My first recollection of my first bag of grass was the Spring of 1962. I was sitting at home on Good Friday afternoon, watching a Huckleberry Hound cartoon, happy to have missed school, when in, walked my great-uncle Yates.  I saw the bag and got that Grinch grin. I knew the sugar rush was soon coming and that purple eggs, mushy peeps and rainbows of colored confectionaries would soon be mine. Yes, it was time to dye eggs in fancy colors, line an old shoe box (the traditional macho Easter basket for an inner city kid) with my newly acquired synthetic grass and in a few short days, get ready to wear my new pair of shoes and a new suit.

Growing up in the inner city with moderate means, meant that you got a new pair of shoes twice a year and new pair of sneakers once a year.  You got, “hard sole shoes” as my great-uncle would refer to them for the first day of school and a pair of dress shoes as my great-granny would say for Easter. Along with that pair of Sunday dress shoes, came a pair of spanking new sneakers. If you were lucky they were PF Flyers.  Maa-annnn, for a few weeks you could run faster and jump higher than Superman.  My sister Sharrin, got the girly basket with the ribbon, carried it by a fancy straw handle, adorned with a bunny or a teddy bear, but my shoe box filled with jelly beans, marshmallow chicks and a big hollow chocolate bunny was the best.  
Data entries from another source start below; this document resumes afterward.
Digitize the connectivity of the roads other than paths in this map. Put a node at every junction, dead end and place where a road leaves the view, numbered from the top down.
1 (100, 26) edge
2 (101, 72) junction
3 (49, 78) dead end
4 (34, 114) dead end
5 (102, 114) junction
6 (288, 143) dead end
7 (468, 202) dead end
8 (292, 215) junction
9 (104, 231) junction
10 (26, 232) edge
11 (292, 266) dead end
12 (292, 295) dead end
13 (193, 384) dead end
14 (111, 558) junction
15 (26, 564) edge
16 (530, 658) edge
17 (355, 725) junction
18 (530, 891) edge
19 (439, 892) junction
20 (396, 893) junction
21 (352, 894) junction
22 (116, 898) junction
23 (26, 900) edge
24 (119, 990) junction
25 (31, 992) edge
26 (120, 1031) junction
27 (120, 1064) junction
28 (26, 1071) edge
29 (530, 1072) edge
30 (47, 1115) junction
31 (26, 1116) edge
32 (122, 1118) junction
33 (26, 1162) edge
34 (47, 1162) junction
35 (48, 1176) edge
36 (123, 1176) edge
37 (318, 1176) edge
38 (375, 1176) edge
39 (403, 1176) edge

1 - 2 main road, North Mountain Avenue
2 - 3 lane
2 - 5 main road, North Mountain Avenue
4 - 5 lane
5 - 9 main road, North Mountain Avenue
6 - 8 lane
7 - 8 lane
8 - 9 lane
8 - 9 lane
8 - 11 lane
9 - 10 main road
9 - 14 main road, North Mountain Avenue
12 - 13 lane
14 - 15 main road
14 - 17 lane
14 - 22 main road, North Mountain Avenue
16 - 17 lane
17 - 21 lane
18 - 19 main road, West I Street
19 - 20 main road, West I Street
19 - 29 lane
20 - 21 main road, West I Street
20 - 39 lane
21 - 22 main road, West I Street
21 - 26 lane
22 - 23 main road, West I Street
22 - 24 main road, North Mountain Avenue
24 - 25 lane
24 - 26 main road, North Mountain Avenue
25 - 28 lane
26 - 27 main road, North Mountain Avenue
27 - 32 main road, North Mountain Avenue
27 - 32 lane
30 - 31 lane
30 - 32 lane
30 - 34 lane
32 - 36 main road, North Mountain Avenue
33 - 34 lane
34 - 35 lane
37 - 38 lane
The night before Easter, we got to sit down with my aunt at the kitchen table and she would supervise the egg dying.  The materials for this endeavor consisted of a small box filed with food coloring tablets, the box then folded into a holder for the two dozen eggs and a short wire contraption curved and at the end to hold the eggs for dipping in the dye. You’d mixed the dye with vinegar in your cheapest disposable tea cups from the cupboard, take each cup filled with the separate colored mixtures, dip the eggs and wait for them to dry in the cardboard holders. I still smile when I think of not being able to wait until church was over Sunday morning so you could get home; put on your PF Flyers and walk the neighborhood with a pocketful of jellybeans. God may be an abstract idea to many of you reading this but the warmth I felt on that day told me something more powerful existed. Whether it was just the love of my sister and family or the presence of something more powerful, I am not sure. I do know, love truly does conquer all, along with a good pair of PF Flyers.